■ **EXERCISE DIRECTIONS**
Word for word, reproduce each line of the data below, omitting every image.

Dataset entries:
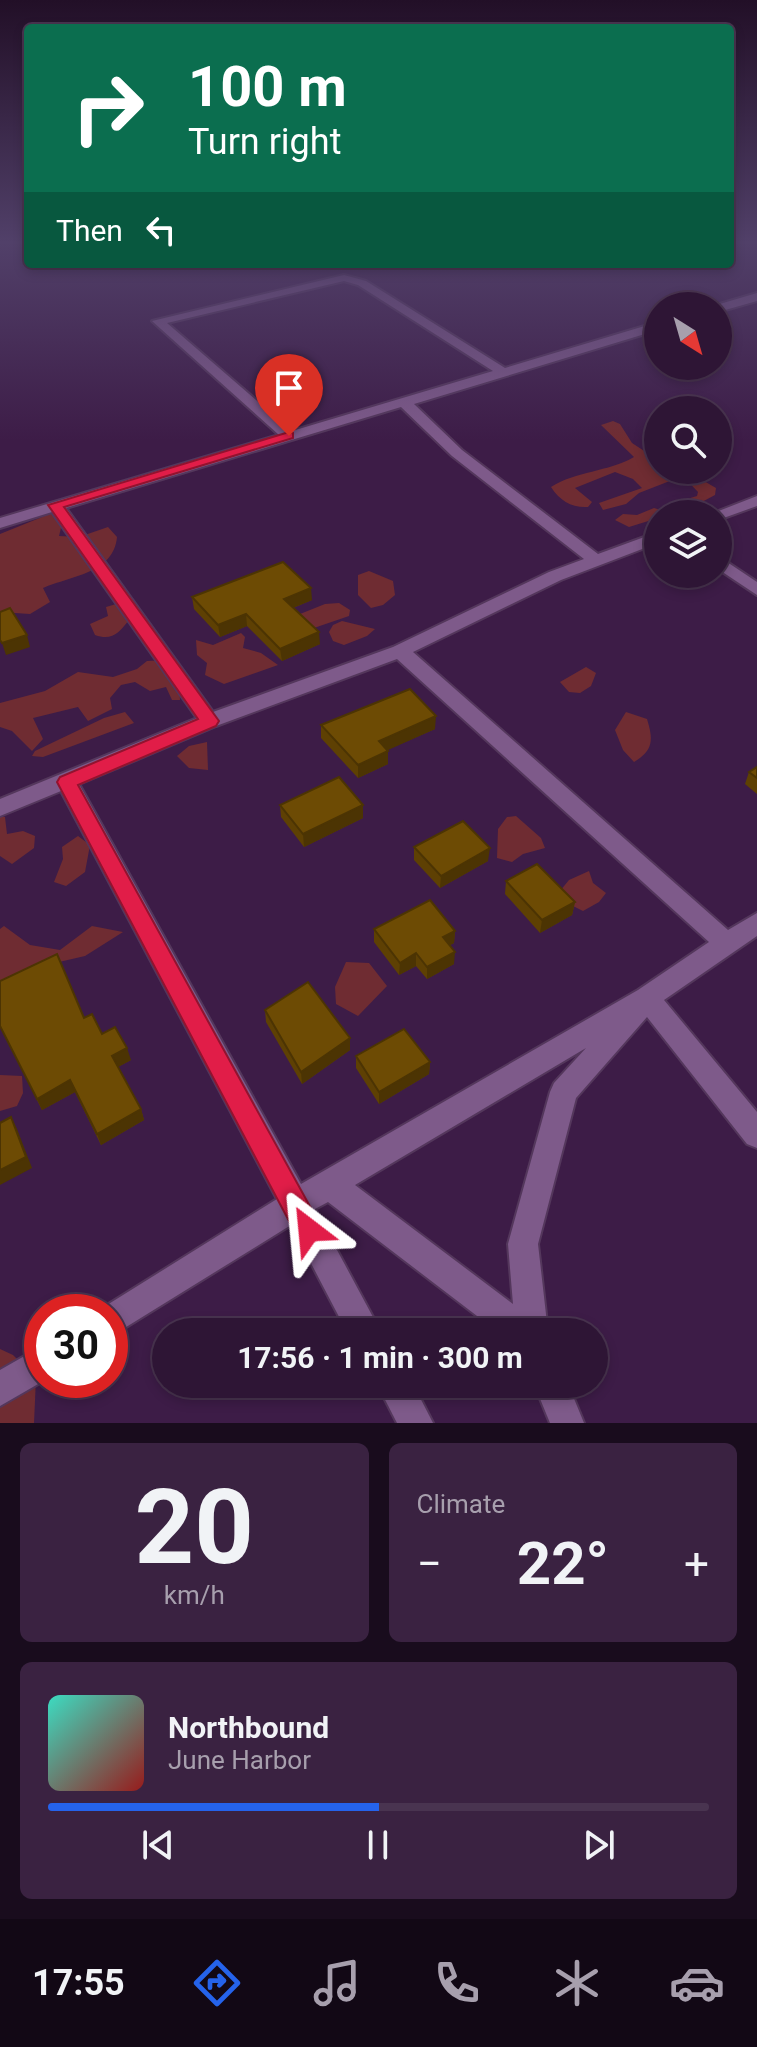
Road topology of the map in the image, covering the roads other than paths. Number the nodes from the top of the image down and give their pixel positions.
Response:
1 (212, 308) edge
2 (402, 308) edge
3 (644, 330) edge
4 (503, 372) junction
5 (404, 402) junction
6 (289, 436) junction
7 (757, 501) edge
8 (55, 505) junction
9 (732, 510) edge
10 (0, 523) edge
11 (644, 543) edge
12 (597, 561) junction
13 (732, 571) edge
14 (757, 590) edge
15 (400, 651) junction
16 (209, 721) junction
17 (67, 782) junction
18 (0, 808) edge
19 (757, 923) edge
20 (725, 942) junction
21 (647, 998) junction
22 (757, 1134) edge
23 (330, 1185) junction
24 (294, 1205) junction
25 (128, 1310) edge
26 (357, 1318) edge
27 (506, 1318) edge
28 (531, 1318) edge
29 (24, 1374) edge
30 (0, 1389) edge
31 (402, 1398) edge
32 (557, 1398) edge
33 (416, 1423) edge
34 (567, 1423) edge

1 - 6 street
2 - 4 street
3 - 4 street
4 - 5 street
5 - 6 street
5 - 12 street
6 - 8 street
7 - 9 street
8 - 10 street
8 - 16 street
11 - 12 street
12 - 15 street
13 - 14 street
15 - 16 street
15 - 20 street
16 - 17 street
17 - 18 street
17 - 24 street
19 - 20 street
20 - 21 street
21 - 22 street
21 - 23 street
21 - 28 street
23 - 24 street
23 - 27 street
24 - 25 street
24 - 26 street
29 - 30 street
31 - 33 street
32 - 34 street

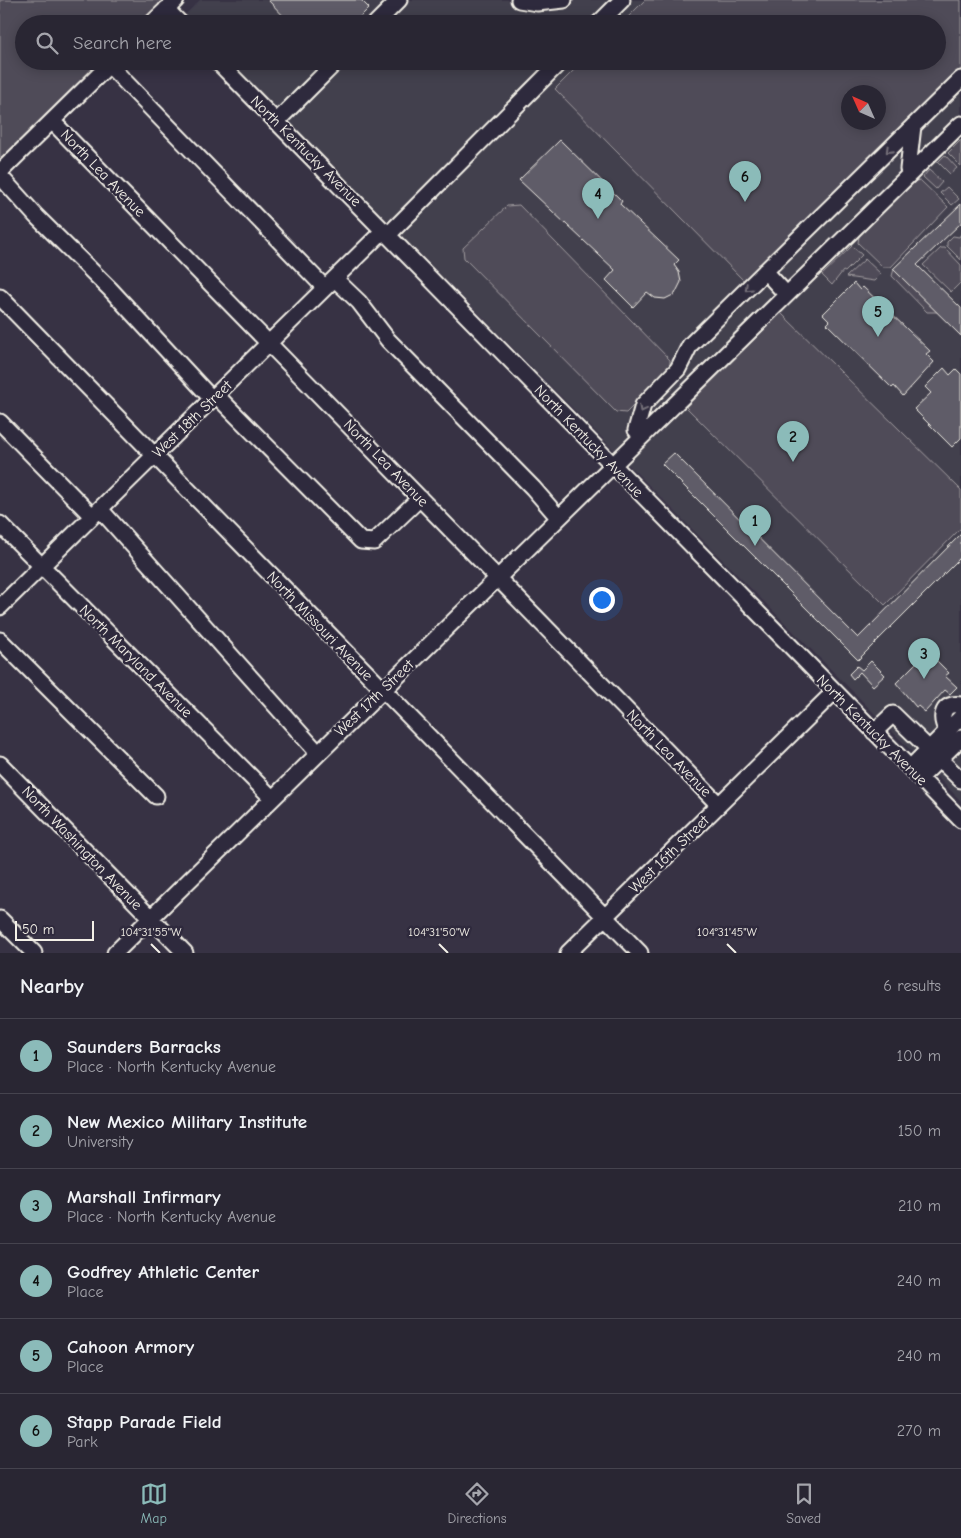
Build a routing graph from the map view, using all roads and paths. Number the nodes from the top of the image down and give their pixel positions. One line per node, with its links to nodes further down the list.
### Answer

■ **SOLUTION TO THIS EXERCISE**
Road topology of the map in the image, covering the roads other than paths. Number the nodes from the top of the image down and give their pixel positions.
Response:
1 (212, 308) edge
2 (402, 308) edge
3 (644, 330) edge
4 (503, 372) junction
5 (404, 402) junction
6 (289, 436) junction
7 (757, 501) edge
8 (55, 505) junction
9 (732, 510) edge
10 (0, 523) edge
11 (644, 543) edge
12 (597, 561) junction
13 (732, 571) edge
14 (757, 590) edge
15 (400, 651) junction
16 (209, 721) junction
17 (67, 782) junction
18 (0, 808) edge
19 (757, 923) edge
20 (725, 942) junction
21 (647, 998) junction
22 (757, 1134) edge
23 (330, 1185) junction
24 (294, 1205) junction
25 (128, 1310) edge
26 (357, 1318) edge
27 (506, 1318) edge
28 (531, 1318) edge
29 (24, 1374) edge
30 (0, 1389) edge
31 (402, 1398) edge
32 (557, 1398) edge
33 (416, 1423) edge
34 (567, 1423) edge

1 - 6 street
2 - 4 street
3 - 4 street
4 - 5 street
5 - 6 street
5 - 12 street
6 - 8 street
7 - 9 street
8 - 10 street
8 - 16 street
11 - 12 street
12 - 15 street
13 - 14 street
15 - 16 street
15 - 20 street
16 - 17 street
17 - 18 street
17 - 24 street
19 - 20 street
20 - 21 street
21 - 22 street
21 - 23 street
21 - 28 street
23 - 24 street
23 - 27 street
24 - 25 street
24 - 26 street
29 - 30 street
31 - 33 street
32 - 34 street

Build a routing graph from the map view, using all roads and paths. Number the nodes from the top of the image down and give their pixel positions. One line per node, with its links to nodes further down the list.
### Answer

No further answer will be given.